* **Provided data**:
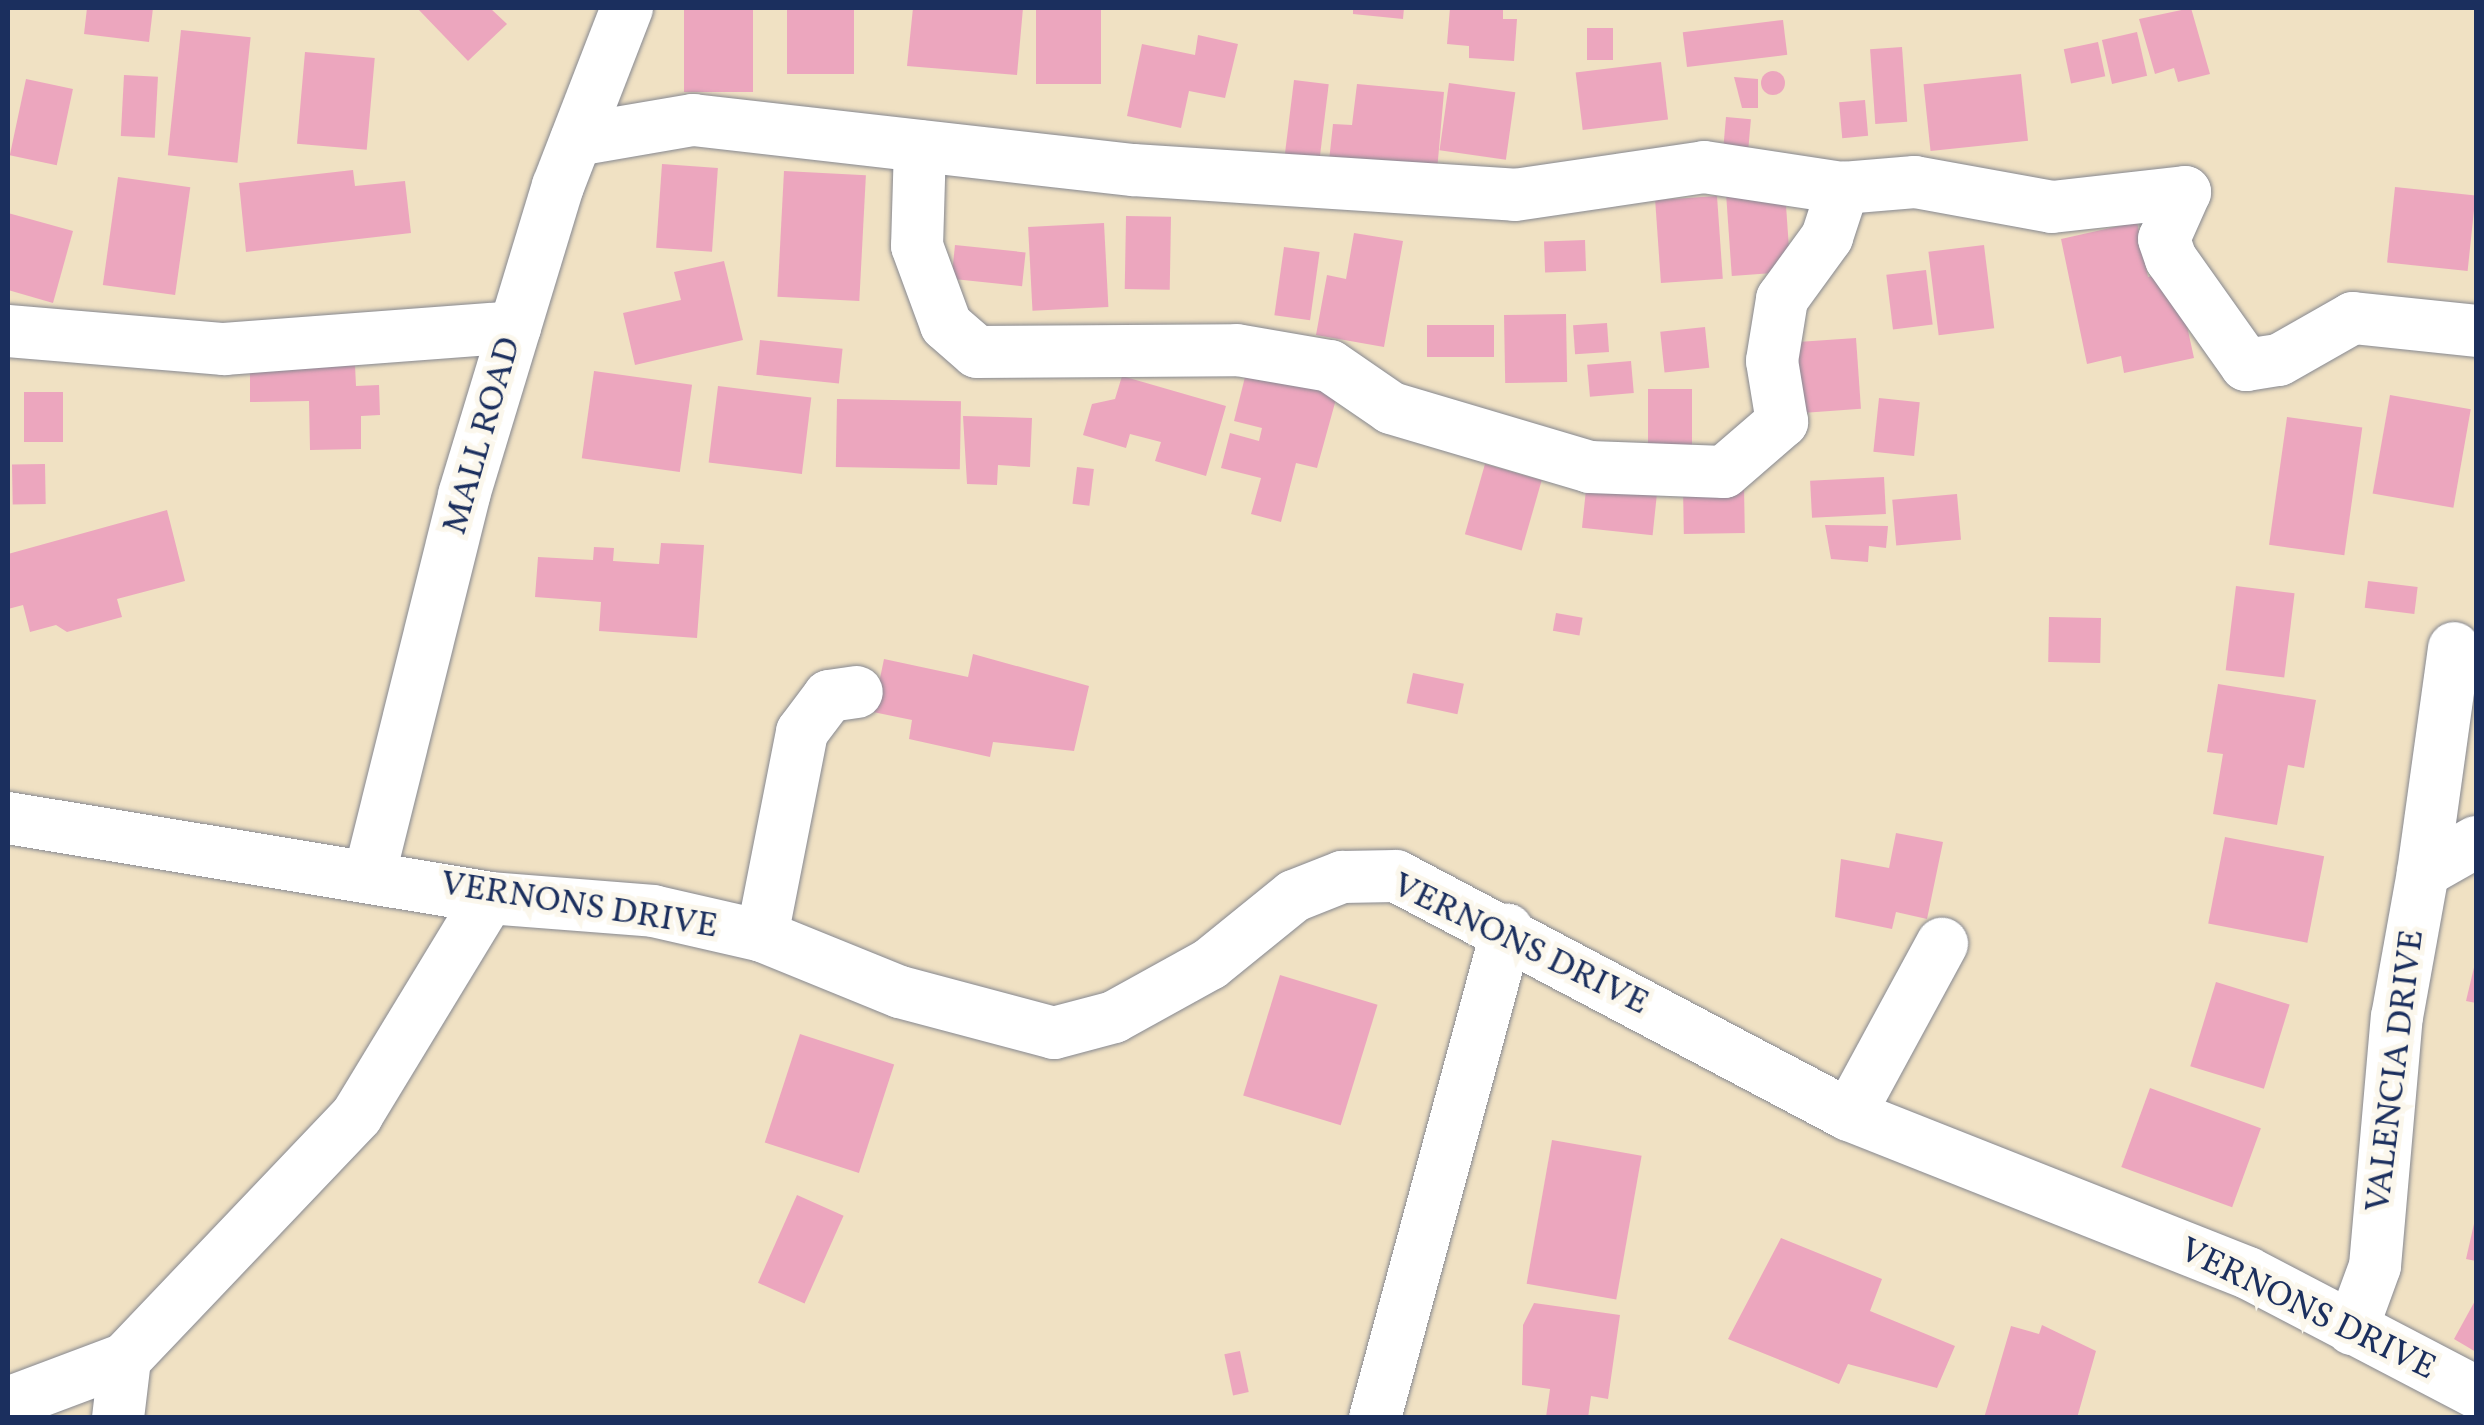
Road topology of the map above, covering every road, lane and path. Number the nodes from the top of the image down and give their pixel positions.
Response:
1 (627, 8) edge
2 (576, 140) junction
3 (920, 146) junction
4 (1843, 188) junction
5 (515, 328) junction
6 (8, 331) edge
7 (2476, 332) edge
8 (2454, 648) dead end
9 (857, 692) dead end
10 (8, 818) edge
11 (2476, 842) edge
12 (2423, 872) junction
13 (370, 873) junction
14 (489, 898) junction
15 (1507, 930) junction
16 (762, 936) junction
17 (1942, 944) dead end
18 (1849, 1115) junction
19 (2352, 1329) junction
20 (124, 1359) junction
21 (2476, 1392) edge
22 (8, 1403) edge
23 (118, 1418) edge
24 (1375, 1418) edge

1 - 2 street, MALL ROAD
2 - 3 street
2 - 5 street, MALL ROAD
3 - 4 street
3 - 4 street
4 - 7 street
5 - 6 street
5 - 13 street, MALL ROAD
8 - 12 street, VALENCIA DRIVE
9 - 16 street
10 - 13 street, VERNONS DRIVE
11 - 12 street
12 - 19 street, VALENCIA DRIVE
13 - 14 street, VERNONS DRIVE
14 - 16 street, VERNONS DRIVE
14 - 20 street
15 - 16 street, VERNONS DRIVE
15 - 18 street, VERNONS DRIVE
15 - 24 street
17 - 18 street
18 - 19 street, VERNONS DRIVE
19 - 21 street, VERNONS DRIVE
20 - 22 street
20 - 23 street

* **Task instructions**:
Would you please set down the data above again exactly, without its pictures?

* **Completed task**:
Road topology of the map above, covering every road, lane and path. Number the nodes from the top of the image down and give their pixel positions.
Response:
1 (627, 8) edge
2 (576, 140) junction
3 (920, 146) junction
4 (1843, 188) junction
5 (515, 328) junction
6 (8, 331) edge
7 (2476, 332) edge
8 (2454, 648) dead end
9 (857, 692) dead end
10 (8, 818) edge
11 (2476, 842) edge
12 (2423, 872) junction
13 (370, 873) junction
14 (489, 898) junction
15 (1507, 930) junction
16 (762, 936) junction
17 (1942, 944) dead end
18 (1849, 1115) junction
19 (2352, 1329) junction
20 (124, 1359) junction
21 (2476, 1392) edge
22 (8, 1403) edge
23 (118, 1418) edge
24 (1375, 1418) edge

1 - 2 street, MALL ROAD
2 - 3 street
2 - 5 street, MALL ROAD
3 - 4 street
3 - 4 street
4 - 7 street
5 - 6 street
5 - 13 street, MALL ROAD
8 - 12 street, VALENCIA DRIVE
9 - 16 street
10 - 13 street, VERNONS DRIVE
11 - 12 street
12 - 19 street, VALENCIA DRIVE
13 - 14 street, VERNONS DRIVE
14 - 16 street, VERNONS DRIVE
14 - 20 street
15 - 16 street, VERNONS DRIVE
15 - 18 street, VERNONS DRIVE
15 - 24 street
17 - 18 street
18 - 19 street, VERNONS DRIVE
19 - 21 street, VERNONS DRIVE
20 - 22 street
20 - 23 street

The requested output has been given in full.